Top of SUPPLIED MATERIAL

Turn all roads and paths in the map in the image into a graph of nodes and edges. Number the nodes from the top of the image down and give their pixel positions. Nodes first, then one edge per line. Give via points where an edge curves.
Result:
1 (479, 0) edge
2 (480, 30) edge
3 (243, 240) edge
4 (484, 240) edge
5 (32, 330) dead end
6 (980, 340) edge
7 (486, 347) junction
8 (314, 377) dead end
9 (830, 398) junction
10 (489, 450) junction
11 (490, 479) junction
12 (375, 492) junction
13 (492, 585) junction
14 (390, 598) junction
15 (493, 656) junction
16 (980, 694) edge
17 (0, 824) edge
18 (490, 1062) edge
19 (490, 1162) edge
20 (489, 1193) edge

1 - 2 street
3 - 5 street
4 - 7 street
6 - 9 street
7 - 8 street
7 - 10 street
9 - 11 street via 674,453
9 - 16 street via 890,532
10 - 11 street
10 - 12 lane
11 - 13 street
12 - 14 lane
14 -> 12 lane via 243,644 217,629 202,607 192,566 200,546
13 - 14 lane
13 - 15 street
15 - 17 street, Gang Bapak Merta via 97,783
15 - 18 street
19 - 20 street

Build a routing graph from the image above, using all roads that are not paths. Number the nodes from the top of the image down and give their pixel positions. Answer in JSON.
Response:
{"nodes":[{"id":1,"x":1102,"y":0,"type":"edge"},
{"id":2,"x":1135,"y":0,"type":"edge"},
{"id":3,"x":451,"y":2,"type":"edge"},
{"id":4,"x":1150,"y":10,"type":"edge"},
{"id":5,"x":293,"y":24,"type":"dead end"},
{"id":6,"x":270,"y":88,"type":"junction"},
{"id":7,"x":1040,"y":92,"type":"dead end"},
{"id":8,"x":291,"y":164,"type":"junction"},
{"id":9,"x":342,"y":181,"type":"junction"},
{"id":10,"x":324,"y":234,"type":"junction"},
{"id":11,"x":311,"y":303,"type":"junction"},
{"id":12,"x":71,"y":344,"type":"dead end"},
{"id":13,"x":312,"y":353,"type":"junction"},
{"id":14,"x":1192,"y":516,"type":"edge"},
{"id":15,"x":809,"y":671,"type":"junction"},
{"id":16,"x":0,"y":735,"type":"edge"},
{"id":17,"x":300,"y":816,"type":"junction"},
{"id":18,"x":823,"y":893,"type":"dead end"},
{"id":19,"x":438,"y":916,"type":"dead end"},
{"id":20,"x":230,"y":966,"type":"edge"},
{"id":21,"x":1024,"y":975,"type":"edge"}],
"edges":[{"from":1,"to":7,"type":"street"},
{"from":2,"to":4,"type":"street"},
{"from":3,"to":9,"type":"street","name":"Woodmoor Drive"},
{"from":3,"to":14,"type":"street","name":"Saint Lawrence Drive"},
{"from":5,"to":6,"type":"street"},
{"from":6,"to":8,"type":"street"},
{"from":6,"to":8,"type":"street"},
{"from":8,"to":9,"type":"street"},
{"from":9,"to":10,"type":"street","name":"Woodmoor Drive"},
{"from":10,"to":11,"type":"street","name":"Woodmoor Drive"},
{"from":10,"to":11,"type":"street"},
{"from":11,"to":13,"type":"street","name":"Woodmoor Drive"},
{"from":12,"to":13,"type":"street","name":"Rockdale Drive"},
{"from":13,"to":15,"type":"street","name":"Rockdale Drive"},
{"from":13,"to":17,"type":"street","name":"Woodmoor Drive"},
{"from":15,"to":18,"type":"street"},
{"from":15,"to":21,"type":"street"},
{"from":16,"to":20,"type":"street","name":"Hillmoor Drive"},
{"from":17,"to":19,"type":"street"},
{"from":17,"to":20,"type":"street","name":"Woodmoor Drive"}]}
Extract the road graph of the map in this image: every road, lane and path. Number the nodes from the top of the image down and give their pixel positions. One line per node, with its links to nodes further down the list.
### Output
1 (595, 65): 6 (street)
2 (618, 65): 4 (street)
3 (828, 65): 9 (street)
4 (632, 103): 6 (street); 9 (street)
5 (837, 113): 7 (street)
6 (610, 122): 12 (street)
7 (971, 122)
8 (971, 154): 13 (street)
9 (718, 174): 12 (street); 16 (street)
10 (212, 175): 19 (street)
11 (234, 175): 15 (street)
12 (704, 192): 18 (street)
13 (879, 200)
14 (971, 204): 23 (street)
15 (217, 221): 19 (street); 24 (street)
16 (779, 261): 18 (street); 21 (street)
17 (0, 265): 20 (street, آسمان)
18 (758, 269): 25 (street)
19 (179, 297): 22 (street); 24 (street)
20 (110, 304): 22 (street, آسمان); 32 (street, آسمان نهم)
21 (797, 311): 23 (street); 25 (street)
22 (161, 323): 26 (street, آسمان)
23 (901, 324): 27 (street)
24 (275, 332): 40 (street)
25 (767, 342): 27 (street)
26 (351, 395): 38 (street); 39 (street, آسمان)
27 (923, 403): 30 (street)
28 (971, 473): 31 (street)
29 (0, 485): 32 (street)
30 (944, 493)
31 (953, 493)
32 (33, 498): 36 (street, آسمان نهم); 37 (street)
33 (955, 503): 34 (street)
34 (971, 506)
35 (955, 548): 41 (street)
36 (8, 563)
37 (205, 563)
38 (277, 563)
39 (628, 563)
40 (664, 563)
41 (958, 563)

Bottom of SUPPLIED MATERIAL

■ **BRIEF**
The records above should be duplicated in full, exactly as given.

■ **EXPECTED ANSWER**
Turn all roads and paths in the map in the image into a graph of nodes and edges. Number the nodes from the top of the image down and give their pixel positions. Nodes first, then one edge per line. Give via points where an edge curves.
Result:
1 (479, 0) edge
2 (480, 30) edge
3 (243, 240) edge
4 (484, 240) edge
5 (32, 330) dead end
6 (980, 340) edge
7 (486, 347) junction
8 (314, 377) dead end
9 (830, 398) junction
10 (489, 450) junction
11 (490, 479) junction
12 (375, 492) junction
13 (492, 585) junction
14 (390, 598) junction
15 (493, 656) junction
16 (980, 694) edge
17 (0, 824) edge
18 (490, 1062) edge
19 (490, 1162) edge
20 (489, 1193) edge

1 - 2 street
3 - 5 street
4 - 7 street
6 - 9 street
7 - 8 street
7 - 10 street
9 - 11 street via 674,453
9 - 16 street via 890,532
10 - 11 street
10 - 12 lane
11 - 13 street
12 - 14 lane
14 -> 12 lane via 243,644 217,629 202,607 192,566 200,546
13 - 14 lane
13 - 15 street
15 - 17 street, Gang Bapak Merta via 97,783
15 - 18 street
19 - 20 street

Build a routing graph from the image above, using all roads that are not paths. Number the nodes from the top of the image down and give their pixel positions. Answer in JSON.
Response:
{"nodes":[{"id":1,"x":1102,"y":0,"type":"edge"},
{"id":2,"x":1135,"y":0,"type":"edge"},
{"id":3,"x":451,"y":2,"type":"edge"},
{"id":4,"x":1150,"y":10,"type":"edge"},
{"id":5,"x":293,"y":24,"type":"dead end"},
{"id":6,"x":270,"y":88,"type":"junction"},
{"id":7,"x":1040,"y":92,"type":"dead end"},
{"id":8,"x":291,"y":164,"type":"junction"},
{"id":9,"x":342,"y":181,"type":"junction"},
{"id":10,"x":324,"y":234,"type":"junction"},
{"id":11,"x":311,"y":303,"type":"junction"},
{"id":12,"x":71,"y":344,"type":"dead end"},
{"id":13,"x":312,"y":353,"type":"junction"},
{"id":14,"x":1192,"y":516,"type":"edge"},
{"id":15,"x":809,"y":671,"type":"junction"},
{"id":16,"x":0,"y":735,"type":"edge"},
{"id":17,"x":300,"y":816,"type":"junction"},
{"id":18,"x":823,"y":893,"type":"dead end"},
{"id":19,"x":438,"y":916,"type":"dead end"},
{"id":20,"x":230,"y":966,"type":"edge"},
{"id":21,"x":1024,"y":975,"type":"edge"}],
"edges":[{"from":1,"to":7,"type":"street"},
{"from":2,"to":4,"type":"street"},
{"from":3,"to":9,"type":"street","name":"Woodmoor Drive"},
{"from":3,"to":14,"type":"street","name":"Saint Lawrence Drive"},
{"from":5,"to":6,"type":"street"},
{"from":6,"to":8,"type":"street"},
{"from":6,"to":8,"type":"street"},
{"from":8,"to":9,"type":"street"},
{"from":9,"to":10,"type":"street","name":"Woodmoor Drive"},
{"from":10,"to":11,"type":"street","name":"Woodmoor Drive"},
{"from":10,"to":11,"type":"street"},
{"from":11,"to":13,"type":"street","name":"Woodmoor Drive"},
{"from":12,"to":13,"type":"street","name":"Rockdale Drive"},
{"from":13,"to":15,"type":"street","name":"Rockdale Drive"},
{"from":13,"to":17,"type":"street","name":"Woodmoor Drive"},
{"from":15,"to":18,"type":"street"},
{"from":15,"to":21,"type":"street"},
{"from":16,"to":20,"type":"street","name":"Hillmoor Drive"},
{"from":17,"to":19,"type":"street"},
{"from":17,"to":20,"type":"street","name":"Woodmoor Drive"}]}
Extract the road graph of the map in this image: every road, lane and path. Number the nodes from the top of the image down and give their pixel positions. One line per node, with its links to nodes further down the list.
### Output
1 (595, 65): 6 (street)
2 (618, 65): 4 (street)
3 (828, 65): 9 (street)
4 (632, 103): 6 (street); 9 (street)
5 (837, 113): 7 (street)
6 (610, 122): 12 (street)
7 (971, 122)
8 (971, 154): 13 (street)
9 (718, 174): 12 (street); 16 (street)
10 (212, 175): 19 (street)
11 (234, 175): 15 (street)
12 (704, 192): 18 (street)
13 (879, 200)
14 (971, 204): 23 (street)
15 (217, 221): 19 (street); 24 (street)
16 (779, 261): 18 (street); 21 (street)
17 (0, 265): 20 (street, آسمان)
18 (758, 269): 25 (street)
19 (179, 297): 22 (street); 24 (street)
20 (110, 304): 22 (street, آسمان); 32 (street, آسمان نهم)
21 (797, 311): 23 (street); 25 (street)
22 (161, 323): 26 (street, آسمان)
23 (901, 324): 27 (street)
24 (275, 332): 40 (street)
25 (767, 342): 27 (street)
26 (351, 395): 38 (street); 39 (street, آسمان)
27 (923, 403): 30 (street)
28 (971, 473): 31 (street)
29 (0, 485): 32 (street)
30 (944, 493)
31 (953, 493)
32 (33, 498): 36 (street, آسمان نهم); 37 (street)
33 (955, 503): 34 (street)
34 (971, 506)
35 (955, 548): 41 (street)
36 (8, 563)
37 (205, 563)
38 (277, 563)
39 (628, 563)
40 (664, 563)
41 (958, 563)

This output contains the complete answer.